I feel no need to deconstruct things or examine the gears of the world. I’m not a science guy. I’m a man very comfortable with miracles. My kids in science class ask me why the magnet sticks to the refrigerator I simply say  “God.” Why is the sky blue? God.

It’s  true. Sure it may leave some details out but I have no doubt that it’s true.


Some say the word “miracle” is overused. Not me. I don’t think it’s used enough. Not nearly.


To me, sunrises and gravity are hardly surprising but miraculous nonetheless. By naming things, we too often believe we own it. It is ours now. Not God’s anymore. We’ve labeled gravity a law. We’ve named radio waves. We too casually classify God’s handiwork as science. But there are miracles all around us. The choice  is ours as to whether we  see them or not.


I know how children are made but that doesn’t make them less miraculous. Acceptance of miracles is a willingness to look past the thing-ness of everything and see God.


One of God’s great gifts to us is reason. But sometimes we use our reason to block God’s grace. We refuse to see  God’s work.


The most important question, I believe, is whether we’re willing to acknowledge the miracles around us.


Today is the  Feast Day for Our Lady of Lourdes. Here are two wild reactions to the miracles at Lourdes by two famous people: Novelist Emile Zola, who was nominated  for the  Nobel Prize for Literature in 1901 and 1902, and Scientist Alexis Carrel, who won  the Nobel Prize for Science  in 1912.



Carrel was an avowed atheist whose work in vascular surgery landed him on the cover of Time Magazine. He  was the toast of the town.  But Carrel had a secret. He’d witnessed a miracle in Lourdes on May 28, 1902 when he met Marie Bailly, a young woman dying of tuberculosis on her way to Lourdes. Carrel diagnosed the woman himself. But upon having the waters from Lourdes poured on her abdomen Bailly was cured.

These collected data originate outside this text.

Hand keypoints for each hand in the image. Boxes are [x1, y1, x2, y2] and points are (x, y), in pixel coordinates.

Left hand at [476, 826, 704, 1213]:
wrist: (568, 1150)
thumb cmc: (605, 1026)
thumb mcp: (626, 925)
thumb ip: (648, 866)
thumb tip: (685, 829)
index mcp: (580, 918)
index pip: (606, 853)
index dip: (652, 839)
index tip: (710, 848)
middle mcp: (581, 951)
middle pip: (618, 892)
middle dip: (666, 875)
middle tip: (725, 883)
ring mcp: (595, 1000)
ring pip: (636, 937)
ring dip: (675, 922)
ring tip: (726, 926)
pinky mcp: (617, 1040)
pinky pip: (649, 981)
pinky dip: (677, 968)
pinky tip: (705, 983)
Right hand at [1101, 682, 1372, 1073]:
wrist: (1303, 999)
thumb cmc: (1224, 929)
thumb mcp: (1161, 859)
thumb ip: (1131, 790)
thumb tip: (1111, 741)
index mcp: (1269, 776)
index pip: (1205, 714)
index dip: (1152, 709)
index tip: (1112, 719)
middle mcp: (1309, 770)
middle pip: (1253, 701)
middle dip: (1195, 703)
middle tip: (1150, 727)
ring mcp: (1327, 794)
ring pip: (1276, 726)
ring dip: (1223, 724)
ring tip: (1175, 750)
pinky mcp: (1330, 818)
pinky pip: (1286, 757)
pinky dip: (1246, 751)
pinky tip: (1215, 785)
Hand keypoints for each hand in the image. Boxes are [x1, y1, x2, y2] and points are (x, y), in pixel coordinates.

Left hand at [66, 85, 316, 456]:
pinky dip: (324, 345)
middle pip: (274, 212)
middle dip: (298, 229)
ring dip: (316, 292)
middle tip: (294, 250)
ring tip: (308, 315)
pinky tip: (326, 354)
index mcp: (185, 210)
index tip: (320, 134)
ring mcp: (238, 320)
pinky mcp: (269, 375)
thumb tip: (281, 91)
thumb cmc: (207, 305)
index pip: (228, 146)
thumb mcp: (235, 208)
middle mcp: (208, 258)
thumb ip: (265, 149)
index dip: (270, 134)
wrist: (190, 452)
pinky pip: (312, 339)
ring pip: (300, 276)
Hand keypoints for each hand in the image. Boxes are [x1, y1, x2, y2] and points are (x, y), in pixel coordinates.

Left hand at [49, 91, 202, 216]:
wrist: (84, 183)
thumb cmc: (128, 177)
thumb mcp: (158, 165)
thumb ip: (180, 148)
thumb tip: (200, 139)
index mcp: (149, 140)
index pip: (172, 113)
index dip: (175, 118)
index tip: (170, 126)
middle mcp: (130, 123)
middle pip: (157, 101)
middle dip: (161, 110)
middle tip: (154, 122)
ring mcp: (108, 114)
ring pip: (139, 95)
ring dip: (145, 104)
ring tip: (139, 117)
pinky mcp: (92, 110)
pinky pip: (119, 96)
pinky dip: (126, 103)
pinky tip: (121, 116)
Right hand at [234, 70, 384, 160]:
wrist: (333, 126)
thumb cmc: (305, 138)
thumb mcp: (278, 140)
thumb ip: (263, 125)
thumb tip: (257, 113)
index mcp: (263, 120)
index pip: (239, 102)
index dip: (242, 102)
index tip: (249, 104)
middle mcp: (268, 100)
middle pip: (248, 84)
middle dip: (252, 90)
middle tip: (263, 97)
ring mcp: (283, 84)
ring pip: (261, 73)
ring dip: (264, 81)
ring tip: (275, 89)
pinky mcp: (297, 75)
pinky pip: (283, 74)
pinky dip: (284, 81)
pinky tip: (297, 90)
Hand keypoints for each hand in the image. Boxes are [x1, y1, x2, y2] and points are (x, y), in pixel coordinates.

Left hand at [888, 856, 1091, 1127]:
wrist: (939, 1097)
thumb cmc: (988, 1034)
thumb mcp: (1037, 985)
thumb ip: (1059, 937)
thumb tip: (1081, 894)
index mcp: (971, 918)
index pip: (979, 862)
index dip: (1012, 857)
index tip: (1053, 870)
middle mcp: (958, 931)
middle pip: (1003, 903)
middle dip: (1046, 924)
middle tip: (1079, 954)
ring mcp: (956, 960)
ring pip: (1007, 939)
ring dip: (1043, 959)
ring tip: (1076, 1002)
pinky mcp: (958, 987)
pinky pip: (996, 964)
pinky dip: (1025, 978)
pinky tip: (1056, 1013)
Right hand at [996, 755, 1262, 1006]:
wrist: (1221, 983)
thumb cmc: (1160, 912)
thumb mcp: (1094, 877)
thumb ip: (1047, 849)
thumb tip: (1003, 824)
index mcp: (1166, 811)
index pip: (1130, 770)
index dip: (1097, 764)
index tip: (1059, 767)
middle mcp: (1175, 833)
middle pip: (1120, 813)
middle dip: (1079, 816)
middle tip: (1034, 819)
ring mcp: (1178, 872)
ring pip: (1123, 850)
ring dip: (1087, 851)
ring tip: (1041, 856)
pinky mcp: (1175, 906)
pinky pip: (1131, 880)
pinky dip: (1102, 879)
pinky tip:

Bailly joined the Sisters of Charity and spent her life caring for the sick. But Carrel’s atheistic naturalistic  mindset refused to accept the possibility of a miracle. He was a eugenics theorist with no use for God. In 1935, Carrel even published a best-selling book advocating enforced eugenics that even complimented The Third Reich.


But Carrel couldn’t quite shake what he saw and returned to Lourdes again and again. On another trip to Lourdes Carrel saw an 18 month old child regain his sight.


Finally, after years of running from the miraculous, Carrel finally received the sacraments of the Church and died shortly after. He even wrote a book about his experience at Lourdes  which was published posthumously. The man  ran  from  grace his entire life but shortly before his death, he accepted it and became a  Catholic.



The French novelist Emile Zola, on the other hand, met a sickly woman at Lourdes who was cured. Zola, however, refused to believe what he’d seen. He chalked it up to psychosomatic illnesses. But it weighed  on his mind. He even wrote about a novel about his experience in Lourdes but in the book the character that the woman who was healed was based on died. Asked why he killed the character in his book even though he knew the woman yet lived, he said, “I don’t believe in miracles. Even if all the sick in Lourdes were cured in one moment I would not believe in them.”


We either see them or we don’t. Miracles are always there however. Miracles surround us. You don’t even have to look very hard. Reason  should not block faith but  exist along with it. God wants to be recognized by us. The rest is up to us.